DIRECTIONS – In the entries below, find the string "Маркса" and return each line holding it.

(Collected data)
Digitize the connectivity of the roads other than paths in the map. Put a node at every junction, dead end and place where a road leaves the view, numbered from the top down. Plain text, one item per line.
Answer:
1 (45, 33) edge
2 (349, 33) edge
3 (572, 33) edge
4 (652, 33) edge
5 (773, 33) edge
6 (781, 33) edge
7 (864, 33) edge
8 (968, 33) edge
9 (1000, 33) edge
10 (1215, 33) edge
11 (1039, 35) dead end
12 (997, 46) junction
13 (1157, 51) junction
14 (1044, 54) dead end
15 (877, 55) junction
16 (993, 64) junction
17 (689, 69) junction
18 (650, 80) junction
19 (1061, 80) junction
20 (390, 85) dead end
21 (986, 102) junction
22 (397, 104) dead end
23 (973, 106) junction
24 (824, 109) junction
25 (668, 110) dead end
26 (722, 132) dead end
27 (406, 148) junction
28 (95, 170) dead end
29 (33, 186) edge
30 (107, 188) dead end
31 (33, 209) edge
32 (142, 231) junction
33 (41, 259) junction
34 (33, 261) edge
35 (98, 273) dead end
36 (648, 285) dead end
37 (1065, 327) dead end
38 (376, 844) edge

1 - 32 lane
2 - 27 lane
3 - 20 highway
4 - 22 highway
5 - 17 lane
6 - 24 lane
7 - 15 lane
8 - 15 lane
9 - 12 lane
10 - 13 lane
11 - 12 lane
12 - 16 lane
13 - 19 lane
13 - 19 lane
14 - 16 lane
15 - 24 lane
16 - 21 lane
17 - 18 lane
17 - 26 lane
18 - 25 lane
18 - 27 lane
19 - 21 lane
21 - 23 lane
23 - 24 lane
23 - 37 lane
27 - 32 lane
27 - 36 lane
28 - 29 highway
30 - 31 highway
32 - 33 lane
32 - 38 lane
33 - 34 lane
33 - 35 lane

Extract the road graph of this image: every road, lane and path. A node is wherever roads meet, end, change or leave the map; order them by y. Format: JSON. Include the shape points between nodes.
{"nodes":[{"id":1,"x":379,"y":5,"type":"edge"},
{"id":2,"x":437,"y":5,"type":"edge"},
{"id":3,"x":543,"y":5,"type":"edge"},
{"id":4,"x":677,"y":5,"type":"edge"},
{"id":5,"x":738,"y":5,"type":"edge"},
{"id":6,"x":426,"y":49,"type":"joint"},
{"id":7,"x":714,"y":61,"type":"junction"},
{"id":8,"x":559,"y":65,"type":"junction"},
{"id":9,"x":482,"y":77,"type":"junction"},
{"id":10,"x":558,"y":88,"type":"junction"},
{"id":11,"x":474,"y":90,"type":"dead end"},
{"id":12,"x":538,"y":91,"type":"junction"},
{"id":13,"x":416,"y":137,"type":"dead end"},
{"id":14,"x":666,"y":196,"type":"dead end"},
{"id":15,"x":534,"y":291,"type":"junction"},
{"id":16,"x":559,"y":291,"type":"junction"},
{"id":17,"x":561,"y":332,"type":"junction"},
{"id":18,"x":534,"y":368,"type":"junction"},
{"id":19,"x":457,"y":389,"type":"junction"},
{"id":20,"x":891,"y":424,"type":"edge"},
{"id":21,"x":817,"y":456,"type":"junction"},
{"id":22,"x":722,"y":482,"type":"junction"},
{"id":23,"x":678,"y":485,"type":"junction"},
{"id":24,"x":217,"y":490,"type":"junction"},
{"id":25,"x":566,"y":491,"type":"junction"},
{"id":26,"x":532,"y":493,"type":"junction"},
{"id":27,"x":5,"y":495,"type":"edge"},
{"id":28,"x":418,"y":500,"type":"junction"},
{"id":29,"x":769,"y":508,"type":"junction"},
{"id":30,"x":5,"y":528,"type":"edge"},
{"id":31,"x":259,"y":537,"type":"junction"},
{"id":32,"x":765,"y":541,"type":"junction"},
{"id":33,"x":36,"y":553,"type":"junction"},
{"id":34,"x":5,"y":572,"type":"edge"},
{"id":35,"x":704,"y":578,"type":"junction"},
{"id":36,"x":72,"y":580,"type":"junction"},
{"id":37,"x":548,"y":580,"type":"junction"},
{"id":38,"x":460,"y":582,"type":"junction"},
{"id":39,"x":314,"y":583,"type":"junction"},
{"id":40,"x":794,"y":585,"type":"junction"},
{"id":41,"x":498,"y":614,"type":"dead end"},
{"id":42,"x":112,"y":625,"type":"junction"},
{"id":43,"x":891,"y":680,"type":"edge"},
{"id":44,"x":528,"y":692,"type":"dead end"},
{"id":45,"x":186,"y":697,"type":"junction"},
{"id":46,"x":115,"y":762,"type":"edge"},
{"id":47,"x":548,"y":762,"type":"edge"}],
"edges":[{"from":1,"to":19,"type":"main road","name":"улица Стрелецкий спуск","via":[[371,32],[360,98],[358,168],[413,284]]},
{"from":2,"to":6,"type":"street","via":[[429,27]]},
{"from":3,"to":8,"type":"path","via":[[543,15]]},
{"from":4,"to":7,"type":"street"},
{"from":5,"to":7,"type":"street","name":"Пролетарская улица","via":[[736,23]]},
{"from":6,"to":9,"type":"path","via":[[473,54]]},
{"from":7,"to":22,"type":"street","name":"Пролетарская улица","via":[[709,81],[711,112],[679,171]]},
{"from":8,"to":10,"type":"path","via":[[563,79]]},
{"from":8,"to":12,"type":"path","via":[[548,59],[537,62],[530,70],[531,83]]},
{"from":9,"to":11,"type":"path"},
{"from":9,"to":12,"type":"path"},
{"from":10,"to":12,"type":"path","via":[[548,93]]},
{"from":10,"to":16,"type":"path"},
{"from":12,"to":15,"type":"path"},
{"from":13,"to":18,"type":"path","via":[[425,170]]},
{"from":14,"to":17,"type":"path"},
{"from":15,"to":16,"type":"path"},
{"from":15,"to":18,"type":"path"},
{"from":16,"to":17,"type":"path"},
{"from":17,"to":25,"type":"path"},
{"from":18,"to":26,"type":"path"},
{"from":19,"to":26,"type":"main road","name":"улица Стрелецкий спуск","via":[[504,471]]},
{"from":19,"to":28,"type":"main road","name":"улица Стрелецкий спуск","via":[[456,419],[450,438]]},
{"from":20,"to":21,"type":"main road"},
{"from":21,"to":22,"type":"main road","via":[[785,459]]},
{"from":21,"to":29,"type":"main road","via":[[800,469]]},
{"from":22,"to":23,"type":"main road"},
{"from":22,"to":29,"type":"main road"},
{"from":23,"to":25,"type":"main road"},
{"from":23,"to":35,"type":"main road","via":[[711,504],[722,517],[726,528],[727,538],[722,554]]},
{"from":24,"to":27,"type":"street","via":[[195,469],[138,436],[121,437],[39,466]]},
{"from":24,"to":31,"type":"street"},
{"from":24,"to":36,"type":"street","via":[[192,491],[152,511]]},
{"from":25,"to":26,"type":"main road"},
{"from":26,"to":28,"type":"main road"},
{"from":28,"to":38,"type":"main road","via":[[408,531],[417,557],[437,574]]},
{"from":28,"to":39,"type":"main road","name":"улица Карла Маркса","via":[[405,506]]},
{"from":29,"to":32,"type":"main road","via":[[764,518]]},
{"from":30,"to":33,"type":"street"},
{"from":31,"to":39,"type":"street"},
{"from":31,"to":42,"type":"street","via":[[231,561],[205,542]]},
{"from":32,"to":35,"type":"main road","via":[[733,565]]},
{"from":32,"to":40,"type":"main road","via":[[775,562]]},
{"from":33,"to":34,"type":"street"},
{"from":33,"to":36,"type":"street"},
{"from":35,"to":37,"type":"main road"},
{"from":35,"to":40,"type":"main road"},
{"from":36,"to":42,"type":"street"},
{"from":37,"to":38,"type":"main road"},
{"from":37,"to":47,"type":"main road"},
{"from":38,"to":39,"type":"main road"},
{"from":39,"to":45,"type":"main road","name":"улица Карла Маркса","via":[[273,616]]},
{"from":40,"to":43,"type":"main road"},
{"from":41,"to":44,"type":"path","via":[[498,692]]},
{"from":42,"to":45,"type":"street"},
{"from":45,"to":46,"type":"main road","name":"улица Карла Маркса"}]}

ANSWER FOR THE TASK –
{"from":28,"to":39,"type":"main road","name":"улица Карла Маркса","via":[[405,506]]},
{"from":39,"to":45,"type":"main road","name":"улица Карла Маркса","via":[[273,616]]},
{"from":45,"to":46,"type":"main road","name":"улица Карла Маркса"}]}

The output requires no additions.